Exercise brief -> Work out how many lines in the data that follows contain "graph". Write nothing but the number.

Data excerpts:
================================

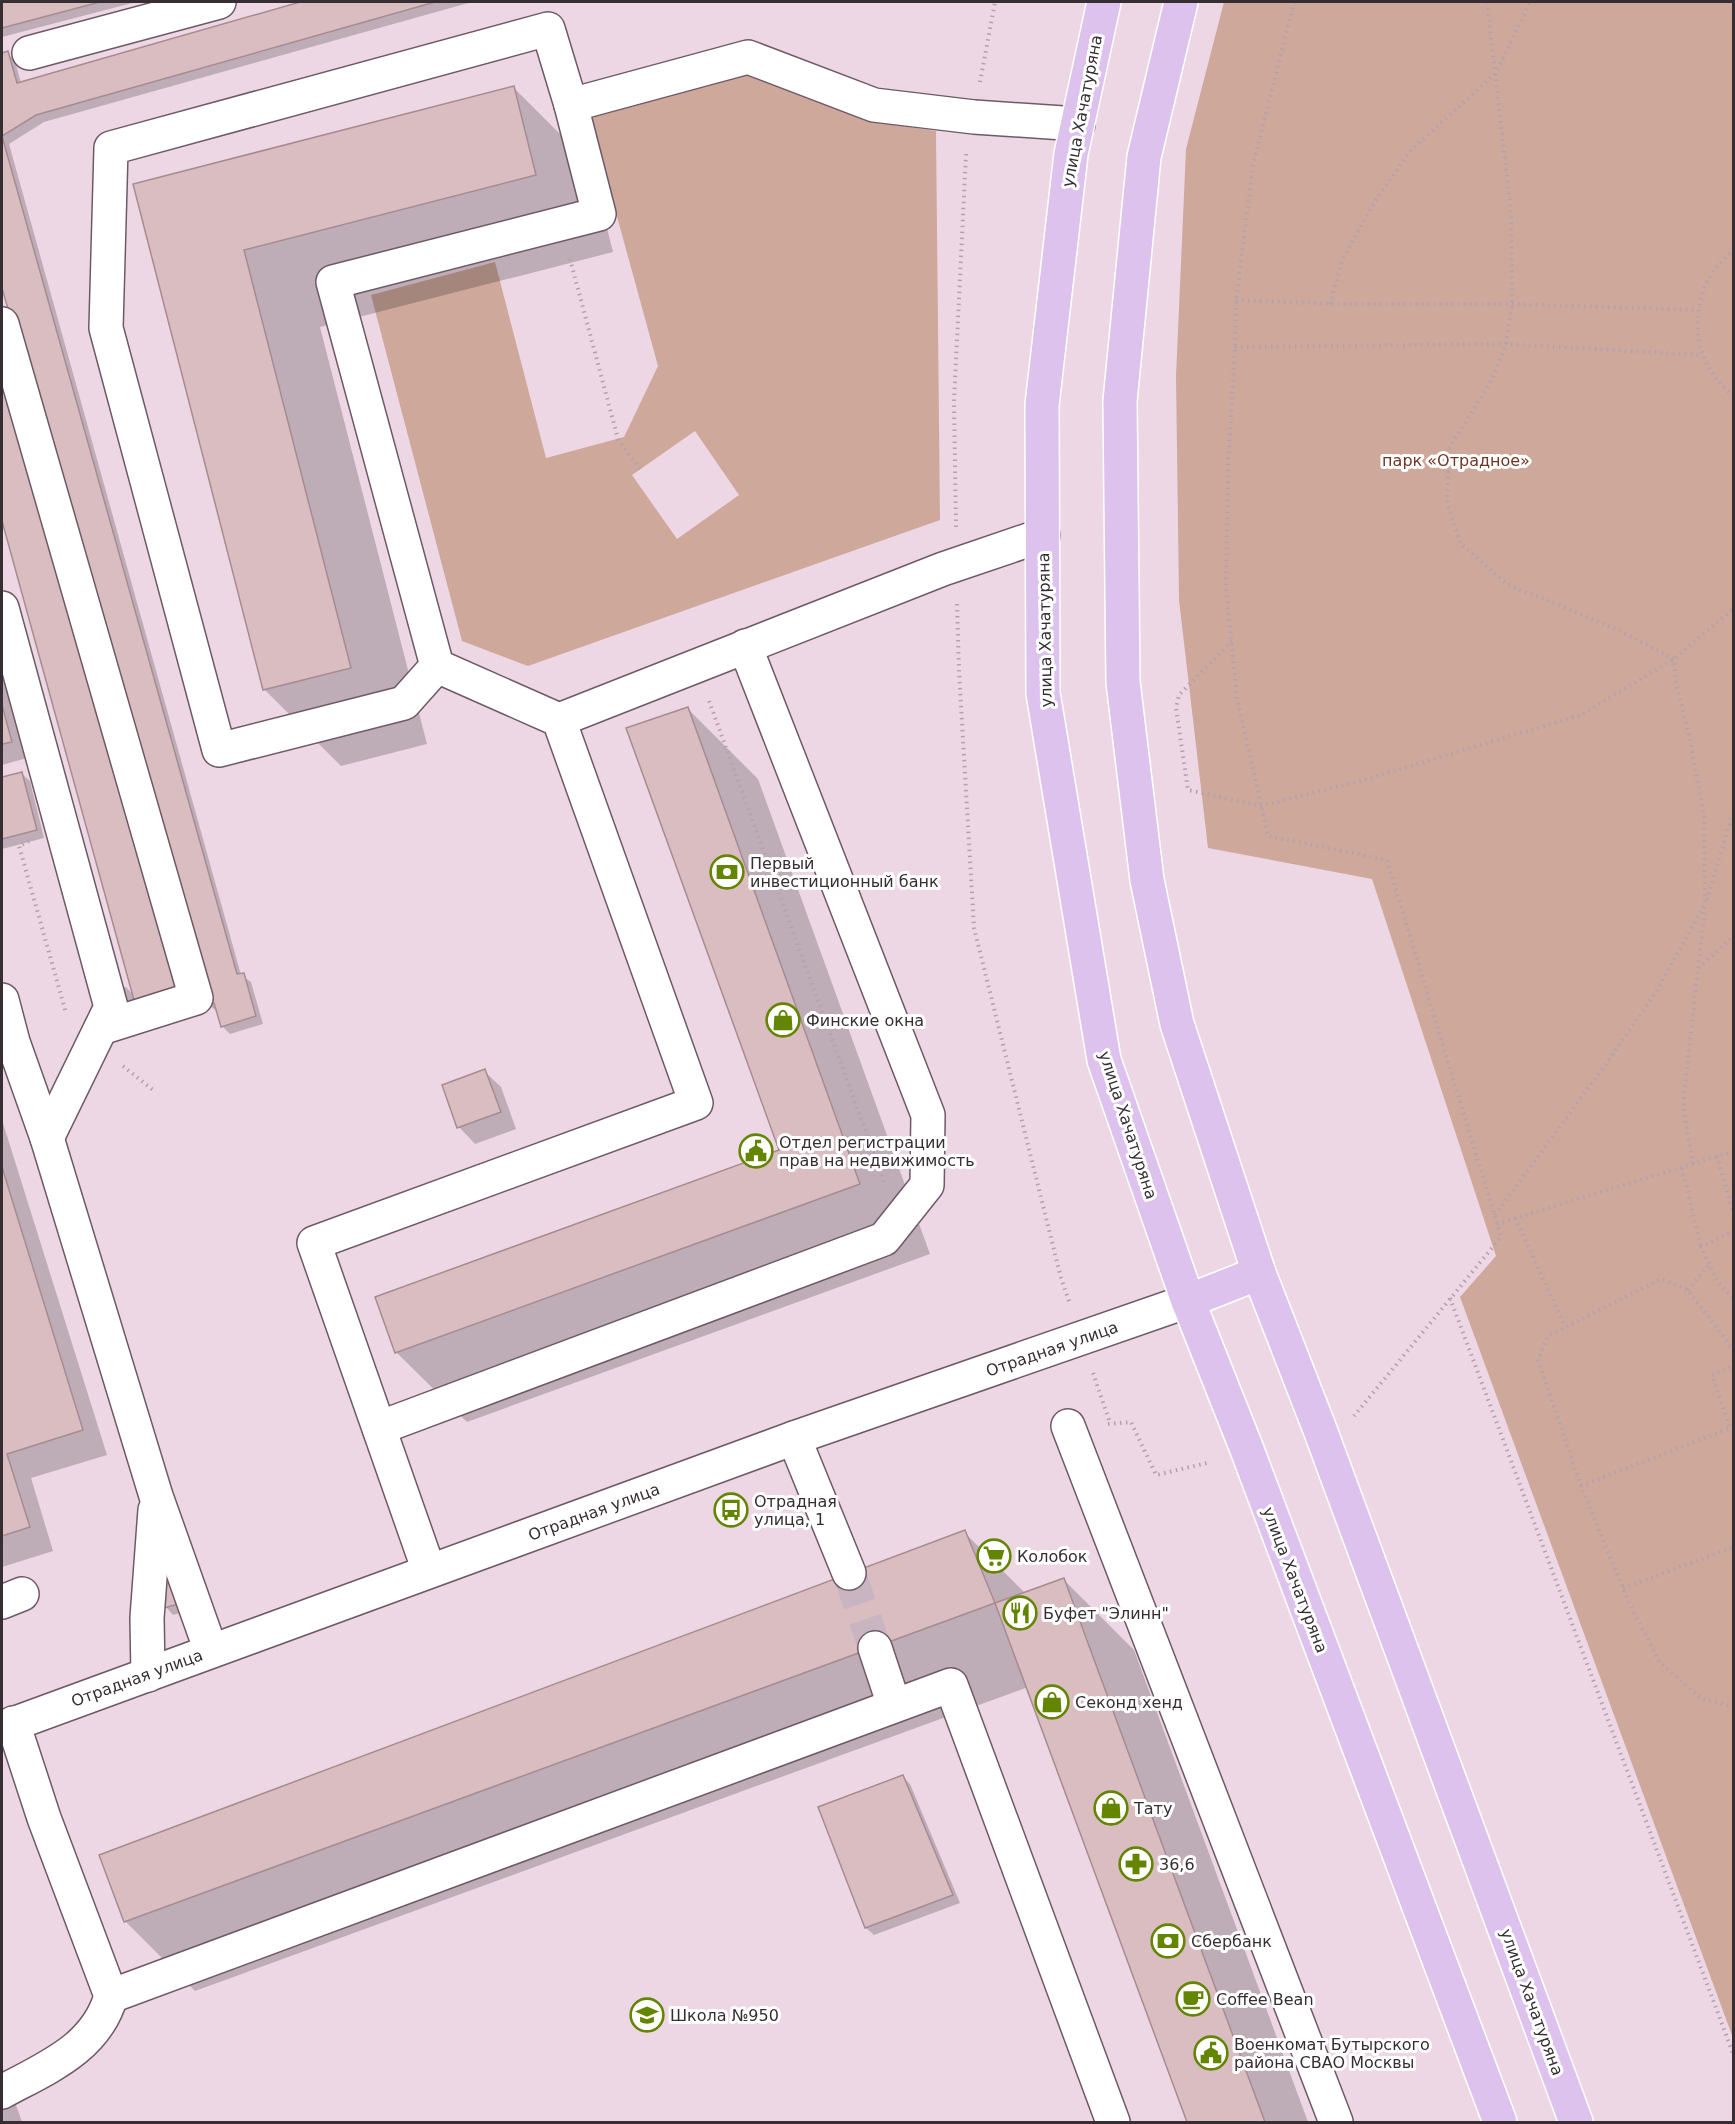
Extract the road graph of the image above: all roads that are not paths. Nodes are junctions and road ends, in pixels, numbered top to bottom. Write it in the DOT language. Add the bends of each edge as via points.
graph roads {
  1 [pos="219,2"];
  2 [pos="1104,2"];
  3 [pos="1181,2"];
  4 [pos="29,53"];
  5 [pos="571,105"];
  6 [pos="1078,124"];
  7 [pos="2,324"];
  8 [pos="1043,535"];
  9 [pos="2,608"];
  10 [pos="745,646"];
  11 [pos="437,666"];
  12 [pos="559,720"];
  13 [pos="2,1000"];
  14 [pos="101,1028"];
  15 [pos="47,1138"];
  16 [pos="1259,1273"];
  17 [pos="1188,1301"];
  18 [pos="1068,1426"];
  19 [pos="379,1428"];
  20 [pos="794,1438"];
  21 [pos="156,1496"];
  22 [pos="429,1571"];
  23 [pos="849,1573"];
  24 [pos="874,1648"];
  25 [pos="211,1651"];
  26 [pos="148,1675"];
  27 [pos="894,1705"];
  28 [pos="7,1726"];
  29 [pos="111,1996"];
  30 [pos="2,2092"];
  31 [pos="1113,2122"];
  32 [pos="1336,2122"];
  33 [pos="1500,2122"];
  34 [pos="1576,2122"];
  1 -- 4 [label="street"];
  2 -- 6 [label="main road, улица Хачатуряна"];
  3 -- 16 [label="main road, улица Хачатуряна" via="1144,157 1120,401 1123,682 1147,880 1177,1024"];
  5 -- 6 [label="street" via="748,57 874,105"];
  5 -- 11 [label="street" via="599,214 333,282"];
  5 -- 11 [label="street" via="548,29 111,148 106,328 219,750 404,703"];
  6 -- 8 [label="main road, улица Хачатуряна" via="1071,154 1042,405"];
  7 -- 14 [label="street" via="196,998"];
  8 -- 10 [label="street"];
  8 -- 17 [label="main road, улица Хачатуряна" via="1043,693 1104,1060"];
  9 -- 14 [label="street" via="111,1007"];
  10 -- 12 [label="street"];
  10 -- 19 [label="street" via="927,1115 927,1185 884,1239"];
  11 -- 12 [label="street"];
  12 -- 19 [label="street" via="696,1103 314,1243"];
  13 -- 15 [label="street"];
  14 -- 15 [label="street"];
  15 -- 21 [label="street"];
  16 -- 17 [label="main road"];
  16 -- 34 [label="main road, улица Хачатуряна"];
  17 -- 20 [label="street, Отрадная улица"];
  17 -- 33 [label="main road, улица Хачатуряна"];
  18 -- 32 [label="street"];
  19 -- 22 [label="street"];
  20 -- 22 [label="street, Отрадная улица"];
  20 -- 23 [label="street"];
  21 -- 25 [label="street"];
  21 -- 26 [label="street" via="147,1618"];
  22 -- 25 [label="street, Отрадная улица"];
  24 -- 27 [label="street"];
  25 -- 26 [label="street, Отрадная улица"];
  26 -- 28 [label="street, Отрадная улица"];
  27 -- 29 [label="street"];
  27 -- 31 [label="street" via="951,1685"];
  28 -- 29 [label="street"];
  29 -- 30 [label="street" via="106,2013 81,2046"];
}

================================

Answer to the problem -> 2